Menurut Tri, pemerintah juga masih melakukan finalisasi perhitungan yang ditargetkan rampung pada akhir Juli. Langkah tersebut dilakukan agar tambahan produksi benar-benar sesuai kebutuhan industri hilir tanpa menciptakan kelebihan pasokan di pasar.

"Kalau angkanya enggak ini tapi belum clear apa maksudnya hanya untuk mengejar yang itu tapi jangan sampai kita tahan pokoknya jangan sampai ada over supply,” tutur Tri.

Diberitakan sebelumnya, Kementerian Energi dan Sumber Daya Mineral (ESDM) menetapkan kuota produksi nikel dalam rencana kerja dan anggaran biaya (RKAB) 2026.

Adapun, kuota produksi nikel tahun 2026 berada pada kisaran 260 juta hingga 270 juta ton. Angka ini lebih rendah dibandingkan kuota produksi yang disetujui dalam RKAB 2025, yakni 379 juta ton.

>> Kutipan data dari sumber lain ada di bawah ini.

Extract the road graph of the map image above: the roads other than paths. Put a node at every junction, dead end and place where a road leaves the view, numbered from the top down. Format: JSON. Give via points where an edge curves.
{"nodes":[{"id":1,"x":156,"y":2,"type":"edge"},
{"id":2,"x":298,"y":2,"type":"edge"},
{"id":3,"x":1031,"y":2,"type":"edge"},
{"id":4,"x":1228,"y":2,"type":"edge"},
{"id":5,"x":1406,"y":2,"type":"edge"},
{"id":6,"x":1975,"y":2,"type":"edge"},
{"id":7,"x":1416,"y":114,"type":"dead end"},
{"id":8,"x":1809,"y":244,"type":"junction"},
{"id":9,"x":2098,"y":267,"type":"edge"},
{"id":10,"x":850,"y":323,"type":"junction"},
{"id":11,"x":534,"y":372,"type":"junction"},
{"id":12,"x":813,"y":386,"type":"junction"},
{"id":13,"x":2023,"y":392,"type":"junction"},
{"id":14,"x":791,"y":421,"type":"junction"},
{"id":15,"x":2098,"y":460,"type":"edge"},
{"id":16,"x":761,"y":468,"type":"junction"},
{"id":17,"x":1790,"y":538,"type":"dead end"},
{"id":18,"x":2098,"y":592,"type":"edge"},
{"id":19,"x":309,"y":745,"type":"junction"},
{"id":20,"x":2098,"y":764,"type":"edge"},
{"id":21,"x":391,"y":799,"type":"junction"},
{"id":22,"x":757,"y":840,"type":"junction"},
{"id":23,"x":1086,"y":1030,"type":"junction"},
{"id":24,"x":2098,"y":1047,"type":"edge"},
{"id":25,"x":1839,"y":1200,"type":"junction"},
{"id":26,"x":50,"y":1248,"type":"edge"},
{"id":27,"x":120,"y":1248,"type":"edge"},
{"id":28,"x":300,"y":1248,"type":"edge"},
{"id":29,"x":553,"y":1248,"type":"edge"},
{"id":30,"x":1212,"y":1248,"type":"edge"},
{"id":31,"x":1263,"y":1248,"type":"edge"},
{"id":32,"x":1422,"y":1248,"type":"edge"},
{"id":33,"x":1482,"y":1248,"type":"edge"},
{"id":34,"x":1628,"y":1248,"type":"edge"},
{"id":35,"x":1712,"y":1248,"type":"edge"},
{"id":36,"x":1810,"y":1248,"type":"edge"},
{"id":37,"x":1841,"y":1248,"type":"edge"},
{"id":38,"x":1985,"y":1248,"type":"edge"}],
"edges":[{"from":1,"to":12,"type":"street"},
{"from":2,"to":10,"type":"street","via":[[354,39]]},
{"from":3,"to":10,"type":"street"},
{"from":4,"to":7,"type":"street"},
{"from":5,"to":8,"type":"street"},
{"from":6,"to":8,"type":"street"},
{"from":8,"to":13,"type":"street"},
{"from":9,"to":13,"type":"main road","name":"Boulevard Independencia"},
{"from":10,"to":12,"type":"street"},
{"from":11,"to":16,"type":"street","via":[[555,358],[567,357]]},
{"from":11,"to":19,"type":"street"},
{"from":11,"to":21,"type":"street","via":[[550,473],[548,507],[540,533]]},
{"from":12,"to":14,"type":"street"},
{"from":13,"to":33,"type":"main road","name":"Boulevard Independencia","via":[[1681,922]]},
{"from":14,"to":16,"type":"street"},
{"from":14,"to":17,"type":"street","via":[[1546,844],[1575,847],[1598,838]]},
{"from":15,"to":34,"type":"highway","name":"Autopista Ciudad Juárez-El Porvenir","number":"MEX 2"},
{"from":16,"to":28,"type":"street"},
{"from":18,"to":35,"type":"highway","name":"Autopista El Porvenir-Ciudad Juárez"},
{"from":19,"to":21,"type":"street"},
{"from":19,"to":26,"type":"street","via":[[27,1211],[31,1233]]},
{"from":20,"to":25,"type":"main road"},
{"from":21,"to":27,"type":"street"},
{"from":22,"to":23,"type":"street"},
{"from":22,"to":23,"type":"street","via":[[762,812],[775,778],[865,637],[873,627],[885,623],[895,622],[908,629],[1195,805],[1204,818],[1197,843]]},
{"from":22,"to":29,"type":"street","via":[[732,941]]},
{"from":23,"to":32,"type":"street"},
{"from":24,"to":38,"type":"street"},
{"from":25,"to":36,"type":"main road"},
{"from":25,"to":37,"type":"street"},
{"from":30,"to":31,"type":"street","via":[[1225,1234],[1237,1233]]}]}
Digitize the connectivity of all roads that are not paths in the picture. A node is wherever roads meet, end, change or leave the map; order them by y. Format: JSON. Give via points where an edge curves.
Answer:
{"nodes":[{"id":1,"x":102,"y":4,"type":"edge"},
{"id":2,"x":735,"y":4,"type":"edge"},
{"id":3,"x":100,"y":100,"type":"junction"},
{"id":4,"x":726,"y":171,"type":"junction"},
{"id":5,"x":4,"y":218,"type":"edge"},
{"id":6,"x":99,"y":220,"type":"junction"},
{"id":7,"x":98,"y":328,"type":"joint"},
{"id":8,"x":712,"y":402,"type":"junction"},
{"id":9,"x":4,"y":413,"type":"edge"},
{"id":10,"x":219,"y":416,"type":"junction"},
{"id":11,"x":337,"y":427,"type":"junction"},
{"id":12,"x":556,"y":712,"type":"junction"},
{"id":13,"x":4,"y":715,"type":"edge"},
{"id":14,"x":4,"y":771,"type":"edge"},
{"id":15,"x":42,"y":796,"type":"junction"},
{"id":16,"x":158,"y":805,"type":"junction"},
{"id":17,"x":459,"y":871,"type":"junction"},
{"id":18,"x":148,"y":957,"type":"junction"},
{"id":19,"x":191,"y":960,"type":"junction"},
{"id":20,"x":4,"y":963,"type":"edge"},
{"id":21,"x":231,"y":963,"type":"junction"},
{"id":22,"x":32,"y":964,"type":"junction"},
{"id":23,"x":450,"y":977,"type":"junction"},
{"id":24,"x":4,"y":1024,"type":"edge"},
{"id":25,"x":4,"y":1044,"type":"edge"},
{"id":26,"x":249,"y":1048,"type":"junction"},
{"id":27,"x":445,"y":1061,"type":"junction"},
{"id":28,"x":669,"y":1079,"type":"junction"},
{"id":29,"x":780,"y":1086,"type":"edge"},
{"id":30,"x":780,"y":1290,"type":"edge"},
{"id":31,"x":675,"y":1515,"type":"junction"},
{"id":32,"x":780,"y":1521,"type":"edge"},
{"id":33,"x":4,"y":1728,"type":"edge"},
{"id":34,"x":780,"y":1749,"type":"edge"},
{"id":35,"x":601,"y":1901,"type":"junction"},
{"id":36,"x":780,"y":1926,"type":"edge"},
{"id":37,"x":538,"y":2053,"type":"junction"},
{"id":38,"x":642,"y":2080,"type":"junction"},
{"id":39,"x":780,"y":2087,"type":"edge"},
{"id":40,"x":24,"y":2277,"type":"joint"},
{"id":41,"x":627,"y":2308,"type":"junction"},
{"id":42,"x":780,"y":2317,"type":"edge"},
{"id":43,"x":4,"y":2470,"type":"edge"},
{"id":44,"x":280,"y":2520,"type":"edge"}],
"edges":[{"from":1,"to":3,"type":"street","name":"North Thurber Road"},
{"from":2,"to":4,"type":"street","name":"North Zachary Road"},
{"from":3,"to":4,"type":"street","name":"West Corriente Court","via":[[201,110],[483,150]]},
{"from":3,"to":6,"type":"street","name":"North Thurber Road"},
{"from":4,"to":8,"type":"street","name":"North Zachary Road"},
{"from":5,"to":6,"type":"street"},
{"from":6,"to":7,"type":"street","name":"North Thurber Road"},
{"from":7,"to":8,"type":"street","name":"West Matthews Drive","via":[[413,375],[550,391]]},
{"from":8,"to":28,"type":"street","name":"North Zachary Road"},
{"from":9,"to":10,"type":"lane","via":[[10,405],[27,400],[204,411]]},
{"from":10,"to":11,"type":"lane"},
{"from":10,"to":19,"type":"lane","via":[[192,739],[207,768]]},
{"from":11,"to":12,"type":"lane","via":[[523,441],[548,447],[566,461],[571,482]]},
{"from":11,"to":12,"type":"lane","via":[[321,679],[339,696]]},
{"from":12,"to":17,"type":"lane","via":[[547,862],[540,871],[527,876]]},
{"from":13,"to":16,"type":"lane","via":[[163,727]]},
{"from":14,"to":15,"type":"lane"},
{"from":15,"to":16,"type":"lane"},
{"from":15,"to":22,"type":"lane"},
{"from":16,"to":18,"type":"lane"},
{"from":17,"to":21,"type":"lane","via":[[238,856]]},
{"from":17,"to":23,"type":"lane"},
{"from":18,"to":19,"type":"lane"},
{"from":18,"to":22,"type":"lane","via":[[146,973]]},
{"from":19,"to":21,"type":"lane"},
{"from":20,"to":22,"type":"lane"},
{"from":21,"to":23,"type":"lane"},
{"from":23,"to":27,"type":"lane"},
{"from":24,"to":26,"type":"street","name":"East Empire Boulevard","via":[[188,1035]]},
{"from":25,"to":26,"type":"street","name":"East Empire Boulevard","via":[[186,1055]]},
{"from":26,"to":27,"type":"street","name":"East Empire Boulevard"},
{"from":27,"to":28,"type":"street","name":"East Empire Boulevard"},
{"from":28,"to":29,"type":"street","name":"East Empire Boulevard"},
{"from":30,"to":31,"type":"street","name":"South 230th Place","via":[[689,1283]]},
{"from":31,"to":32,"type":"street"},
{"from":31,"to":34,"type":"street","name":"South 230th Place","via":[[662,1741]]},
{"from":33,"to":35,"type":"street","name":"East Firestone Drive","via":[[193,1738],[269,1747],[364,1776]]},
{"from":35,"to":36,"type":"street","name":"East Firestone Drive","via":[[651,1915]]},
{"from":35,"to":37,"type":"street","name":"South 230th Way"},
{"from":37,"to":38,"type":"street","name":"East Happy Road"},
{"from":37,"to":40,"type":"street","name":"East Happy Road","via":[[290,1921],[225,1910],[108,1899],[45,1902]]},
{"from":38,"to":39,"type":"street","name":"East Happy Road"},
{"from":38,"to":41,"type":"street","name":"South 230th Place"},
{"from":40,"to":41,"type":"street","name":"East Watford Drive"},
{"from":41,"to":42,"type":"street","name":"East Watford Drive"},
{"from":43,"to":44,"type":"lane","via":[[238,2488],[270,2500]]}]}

Baca Juga: Dugaan Kasus Batu Bara PLTU, Bahlil: Kementerian ESDM Siap Beberkan Data

Direktur Jenderal Mineral dan Batu Bara (Minerba) Kementerian ESDM, Tri Winarno, mengatakan bahwa kuota produksi nikel tahun ini berada dalam rentang tersebut.

“Nikel sudah kita umumkan. 260-270 (juta ton) lah. In between rangenya itu,” kata Tri di kantor Ditjen Minerba dikutip, Rabu (11/2/2026).